Vasyl Zubach

Posted on Apr 13, 2021 • Originally published at zubach.com

Automate Open Graph image creation

#javascript #puppeteer

Originally posted on my personal website https://www.zubach.com/blog/automate-open-graph-image-creation

If you are a developer, you've probably seen the Open Graph images (part of Open Graph Protocol) generated by popular dev related websites like DEV.to or even Vercel's Open Graph Image as a Service. Both examples are using an approach to render image related to the content, so it contains some standard layout background, an image in it that is related to the content (vercel's logo or author's avatar), headline or title of the article, and a description.

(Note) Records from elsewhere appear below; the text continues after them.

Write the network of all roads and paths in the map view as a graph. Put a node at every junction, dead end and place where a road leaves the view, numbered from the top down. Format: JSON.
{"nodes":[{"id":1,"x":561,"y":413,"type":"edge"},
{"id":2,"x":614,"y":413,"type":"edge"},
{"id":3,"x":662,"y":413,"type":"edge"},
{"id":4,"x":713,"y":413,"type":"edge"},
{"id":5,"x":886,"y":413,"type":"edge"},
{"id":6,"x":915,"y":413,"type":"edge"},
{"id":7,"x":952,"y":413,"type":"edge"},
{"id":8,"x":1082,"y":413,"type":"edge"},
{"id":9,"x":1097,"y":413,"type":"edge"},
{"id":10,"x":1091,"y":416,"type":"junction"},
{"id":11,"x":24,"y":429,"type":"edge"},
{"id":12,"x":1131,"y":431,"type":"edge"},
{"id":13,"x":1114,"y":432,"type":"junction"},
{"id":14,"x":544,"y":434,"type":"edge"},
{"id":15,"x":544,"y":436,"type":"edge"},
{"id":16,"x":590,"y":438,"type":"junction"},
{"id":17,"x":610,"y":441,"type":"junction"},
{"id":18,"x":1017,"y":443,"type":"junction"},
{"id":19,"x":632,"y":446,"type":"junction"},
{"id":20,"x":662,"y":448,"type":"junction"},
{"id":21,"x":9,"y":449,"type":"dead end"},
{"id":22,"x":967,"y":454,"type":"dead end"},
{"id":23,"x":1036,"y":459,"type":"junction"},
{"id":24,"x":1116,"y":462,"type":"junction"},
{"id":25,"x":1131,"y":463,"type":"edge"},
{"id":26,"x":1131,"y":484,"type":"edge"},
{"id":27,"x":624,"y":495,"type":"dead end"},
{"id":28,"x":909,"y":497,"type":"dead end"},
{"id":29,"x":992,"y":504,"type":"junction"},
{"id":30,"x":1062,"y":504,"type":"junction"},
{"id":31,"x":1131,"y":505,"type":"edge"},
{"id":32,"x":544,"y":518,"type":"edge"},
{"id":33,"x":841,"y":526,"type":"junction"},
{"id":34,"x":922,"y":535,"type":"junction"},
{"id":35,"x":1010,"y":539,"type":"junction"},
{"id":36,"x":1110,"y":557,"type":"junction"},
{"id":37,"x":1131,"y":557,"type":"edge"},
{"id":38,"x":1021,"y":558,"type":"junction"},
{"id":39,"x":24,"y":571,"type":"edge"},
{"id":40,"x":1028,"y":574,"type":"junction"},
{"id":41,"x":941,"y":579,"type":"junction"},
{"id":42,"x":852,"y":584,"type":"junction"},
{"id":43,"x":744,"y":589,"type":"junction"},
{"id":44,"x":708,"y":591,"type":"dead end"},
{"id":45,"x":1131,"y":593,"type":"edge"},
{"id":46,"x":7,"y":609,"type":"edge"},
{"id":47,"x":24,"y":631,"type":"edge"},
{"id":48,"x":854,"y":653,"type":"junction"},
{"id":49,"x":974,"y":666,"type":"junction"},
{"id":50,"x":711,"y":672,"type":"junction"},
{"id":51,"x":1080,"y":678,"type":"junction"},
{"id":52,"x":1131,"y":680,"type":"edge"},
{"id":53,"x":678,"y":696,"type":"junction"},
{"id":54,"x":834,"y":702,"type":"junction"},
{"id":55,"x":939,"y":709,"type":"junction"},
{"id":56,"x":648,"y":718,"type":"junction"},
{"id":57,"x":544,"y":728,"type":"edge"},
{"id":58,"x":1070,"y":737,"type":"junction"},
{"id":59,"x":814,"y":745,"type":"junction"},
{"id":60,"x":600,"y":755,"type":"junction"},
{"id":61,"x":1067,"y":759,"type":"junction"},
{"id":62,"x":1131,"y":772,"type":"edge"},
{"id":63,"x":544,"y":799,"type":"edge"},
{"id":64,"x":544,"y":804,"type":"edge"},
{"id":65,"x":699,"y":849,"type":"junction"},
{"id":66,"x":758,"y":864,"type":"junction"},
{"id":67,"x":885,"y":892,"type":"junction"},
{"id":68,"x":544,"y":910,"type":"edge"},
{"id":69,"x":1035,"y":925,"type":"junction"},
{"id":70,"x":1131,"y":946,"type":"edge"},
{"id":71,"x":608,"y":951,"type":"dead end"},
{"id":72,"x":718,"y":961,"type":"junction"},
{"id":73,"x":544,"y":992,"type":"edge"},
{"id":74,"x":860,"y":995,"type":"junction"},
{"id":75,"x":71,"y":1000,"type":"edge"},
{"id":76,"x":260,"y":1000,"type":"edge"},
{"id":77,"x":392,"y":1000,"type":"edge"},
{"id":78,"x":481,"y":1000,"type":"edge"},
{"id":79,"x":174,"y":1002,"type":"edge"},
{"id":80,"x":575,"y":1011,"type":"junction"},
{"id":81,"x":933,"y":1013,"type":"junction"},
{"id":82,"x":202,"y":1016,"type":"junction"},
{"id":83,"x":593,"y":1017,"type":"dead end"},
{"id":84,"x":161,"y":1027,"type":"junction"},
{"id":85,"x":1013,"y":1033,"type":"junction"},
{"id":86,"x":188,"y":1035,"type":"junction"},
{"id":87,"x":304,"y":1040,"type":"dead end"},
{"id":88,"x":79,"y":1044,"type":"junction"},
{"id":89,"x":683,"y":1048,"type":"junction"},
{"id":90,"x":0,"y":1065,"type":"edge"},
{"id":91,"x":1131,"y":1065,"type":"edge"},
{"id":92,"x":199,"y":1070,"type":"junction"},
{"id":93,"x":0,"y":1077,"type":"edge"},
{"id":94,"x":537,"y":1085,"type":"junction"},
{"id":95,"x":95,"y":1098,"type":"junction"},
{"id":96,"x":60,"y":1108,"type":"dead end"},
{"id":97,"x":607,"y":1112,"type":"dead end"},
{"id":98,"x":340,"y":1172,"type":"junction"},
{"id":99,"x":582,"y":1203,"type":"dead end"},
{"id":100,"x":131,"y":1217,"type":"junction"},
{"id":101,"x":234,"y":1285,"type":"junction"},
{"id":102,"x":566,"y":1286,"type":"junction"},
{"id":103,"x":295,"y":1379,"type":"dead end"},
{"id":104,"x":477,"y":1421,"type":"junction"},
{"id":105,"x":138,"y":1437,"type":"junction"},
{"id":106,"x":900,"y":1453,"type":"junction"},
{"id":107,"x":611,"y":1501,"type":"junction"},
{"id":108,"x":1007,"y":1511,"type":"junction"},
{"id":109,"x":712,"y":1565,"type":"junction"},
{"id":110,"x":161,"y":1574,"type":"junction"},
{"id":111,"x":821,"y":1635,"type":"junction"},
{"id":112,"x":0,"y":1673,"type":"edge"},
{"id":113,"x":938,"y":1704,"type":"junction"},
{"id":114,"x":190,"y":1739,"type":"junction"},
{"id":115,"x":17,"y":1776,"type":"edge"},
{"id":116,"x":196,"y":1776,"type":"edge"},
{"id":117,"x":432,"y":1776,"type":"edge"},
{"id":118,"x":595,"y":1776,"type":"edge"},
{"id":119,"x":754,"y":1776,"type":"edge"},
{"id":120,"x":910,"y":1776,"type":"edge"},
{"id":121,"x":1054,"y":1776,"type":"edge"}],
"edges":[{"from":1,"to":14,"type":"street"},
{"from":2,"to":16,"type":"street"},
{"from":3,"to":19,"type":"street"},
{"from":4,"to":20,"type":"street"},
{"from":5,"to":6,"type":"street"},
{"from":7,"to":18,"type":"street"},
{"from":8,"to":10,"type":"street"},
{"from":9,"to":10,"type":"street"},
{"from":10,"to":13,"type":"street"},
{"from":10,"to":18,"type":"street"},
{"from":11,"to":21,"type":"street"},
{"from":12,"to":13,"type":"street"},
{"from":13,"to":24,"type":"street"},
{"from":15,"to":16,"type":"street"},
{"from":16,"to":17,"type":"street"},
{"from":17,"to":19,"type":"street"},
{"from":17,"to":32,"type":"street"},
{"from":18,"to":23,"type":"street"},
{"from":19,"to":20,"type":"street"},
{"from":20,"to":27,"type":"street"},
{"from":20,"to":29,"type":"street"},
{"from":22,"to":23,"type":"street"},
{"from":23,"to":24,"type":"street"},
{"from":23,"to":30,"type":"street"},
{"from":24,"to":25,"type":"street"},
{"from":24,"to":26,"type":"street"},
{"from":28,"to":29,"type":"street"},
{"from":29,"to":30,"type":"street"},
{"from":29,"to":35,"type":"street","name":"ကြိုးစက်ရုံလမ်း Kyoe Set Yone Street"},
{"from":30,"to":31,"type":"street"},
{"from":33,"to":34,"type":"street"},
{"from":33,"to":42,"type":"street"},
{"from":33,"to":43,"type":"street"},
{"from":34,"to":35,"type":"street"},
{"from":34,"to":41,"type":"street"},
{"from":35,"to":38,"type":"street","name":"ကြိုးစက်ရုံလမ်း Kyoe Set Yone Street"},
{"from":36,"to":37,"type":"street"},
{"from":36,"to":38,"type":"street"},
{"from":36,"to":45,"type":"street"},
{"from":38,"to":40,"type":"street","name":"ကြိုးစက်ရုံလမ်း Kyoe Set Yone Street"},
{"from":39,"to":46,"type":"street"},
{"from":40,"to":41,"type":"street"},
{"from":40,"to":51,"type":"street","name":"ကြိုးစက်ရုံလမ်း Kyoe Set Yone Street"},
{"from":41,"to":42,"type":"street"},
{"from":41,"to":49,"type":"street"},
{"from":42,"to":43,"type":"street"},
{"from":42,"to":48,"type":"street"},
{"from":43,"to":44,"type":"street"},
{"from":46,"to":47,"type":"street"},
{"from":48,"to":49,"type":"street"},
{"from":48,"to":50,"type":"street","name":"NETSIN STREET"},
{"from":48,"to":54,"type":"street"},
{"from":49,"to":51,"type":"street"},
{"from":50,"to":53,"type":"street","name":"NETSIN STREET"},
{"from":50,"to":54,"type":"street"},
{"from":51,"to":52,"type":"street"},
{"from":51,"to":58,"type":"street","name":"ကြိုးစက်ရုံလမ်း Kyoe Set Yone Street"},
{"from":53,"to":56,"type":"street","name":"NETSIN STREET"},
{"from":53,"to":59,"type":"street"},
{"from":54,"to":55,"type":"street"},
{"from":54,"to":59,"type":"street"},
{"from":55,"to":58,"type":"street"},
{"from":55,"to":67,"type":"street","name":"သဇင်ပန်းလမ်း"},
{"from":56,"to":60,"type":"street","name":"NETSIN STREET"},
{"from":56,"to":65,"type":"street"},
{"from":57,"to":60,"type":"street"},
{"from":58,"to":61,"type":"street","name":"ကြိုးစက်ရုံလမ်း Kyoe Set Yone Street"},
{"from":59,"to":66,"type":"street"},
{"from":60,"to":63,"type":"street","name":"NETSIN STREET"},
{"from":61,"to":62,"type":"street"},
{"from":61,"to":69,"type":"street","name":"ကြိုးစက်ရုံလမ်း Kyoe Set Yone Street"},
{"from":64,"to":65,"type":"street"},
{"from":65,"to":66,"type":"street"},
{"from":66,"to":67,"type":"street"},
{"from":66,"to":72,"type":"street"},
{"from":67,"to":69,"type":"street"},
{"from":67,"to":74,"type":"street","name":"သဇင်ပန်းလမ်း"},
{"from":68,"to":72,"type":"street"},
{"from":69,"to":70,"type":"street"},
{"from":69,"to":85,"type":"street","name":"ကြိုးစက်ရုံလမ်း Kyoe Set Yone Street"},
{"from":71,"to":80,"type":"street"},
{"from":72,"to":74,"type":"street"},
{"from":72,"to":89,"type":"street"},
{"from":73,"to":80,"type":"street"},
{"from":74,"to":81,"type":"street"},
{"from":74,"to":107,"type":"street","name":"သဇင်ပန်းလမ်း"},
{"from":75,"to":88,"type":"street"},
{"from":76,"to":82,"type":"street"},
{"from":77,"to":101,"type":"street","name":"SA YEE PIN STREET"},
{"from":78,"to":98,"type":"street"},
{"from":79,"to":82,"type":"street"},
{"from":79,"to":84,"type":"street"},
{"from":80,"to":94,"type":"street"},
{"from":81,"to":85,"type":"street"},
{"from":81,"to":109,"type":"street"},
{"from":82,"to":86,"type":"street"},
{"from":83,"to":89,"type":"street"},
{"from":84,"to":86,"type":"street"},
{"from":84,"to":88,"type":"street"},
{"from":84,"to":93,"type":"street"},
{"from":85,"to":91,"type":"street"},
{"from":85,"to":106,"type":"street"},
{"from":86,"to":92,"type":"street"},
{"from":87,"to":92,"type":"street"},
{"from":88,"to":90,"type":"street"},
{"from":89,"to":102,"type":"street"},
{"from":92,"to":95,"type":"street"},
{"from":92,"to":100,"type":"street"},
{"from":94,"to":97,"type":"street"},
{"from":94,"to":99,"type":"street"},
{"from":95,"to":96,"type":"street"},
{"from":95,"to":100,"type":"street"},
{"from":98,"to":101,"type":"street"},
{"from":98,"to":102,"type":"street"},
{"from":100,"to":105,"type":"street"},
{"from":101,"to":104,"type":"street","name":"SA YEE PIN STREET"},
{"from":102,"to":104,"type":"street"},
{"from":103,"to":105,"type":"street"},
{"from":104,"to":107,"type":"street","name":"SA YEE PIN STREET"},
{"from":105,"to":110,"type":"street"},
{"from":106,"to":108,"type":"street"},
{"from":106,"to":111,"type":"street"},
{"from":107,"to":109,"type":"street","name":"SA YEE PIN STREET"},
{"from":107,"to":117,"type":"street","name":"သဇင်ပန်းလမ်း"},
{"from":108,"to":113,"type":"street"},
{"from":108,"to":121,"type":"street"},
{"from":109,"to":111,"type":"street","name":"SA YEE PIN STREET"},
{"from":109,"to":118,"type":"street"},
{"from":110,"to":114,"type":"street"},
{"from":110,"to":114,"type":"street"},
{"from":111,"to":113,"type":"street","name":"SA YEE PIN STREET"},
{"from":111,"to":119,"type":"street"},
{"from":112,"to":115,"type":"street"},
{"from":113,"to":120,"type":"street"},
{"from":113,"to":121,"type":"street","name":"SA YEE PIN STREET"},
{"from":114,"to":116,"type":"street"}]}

Here's how the Open Graph image looks like for my "10 Phone skins in CSS" article on DEV.to:

Both of those are very nice approaches and requires a little preparation for every website to make those images unique and their own. I wanted to generalise the idea a bit like a quick solution, or a first step, in case you need to add og:images quickly, and almost no cost in time.

The problem

While I consider this approach actually an ideal and the way it should be done, there are few things that could be considered for improvement:

requires additional design + development approach to make it look as needed
autogeneration of OG images for any kind of pages, not only the blogposts kind

How about solving these problems with a more generic approach that would suit all the needs?

Generic solution

One of my wife's favourite sayings is "Start where you are, use what you have, do what you can" by Arthur Ashe. So let's start with what we already have for all the pages we want to generate the Open Graph image - already designed and implemented web page that we can load;

As we already have the page, let's just create an API that will return a screenshot of it of a specific size. Naturally, the most important information should be on that first viewable screen. Puppeteer would be the go-to tool for that kind of work.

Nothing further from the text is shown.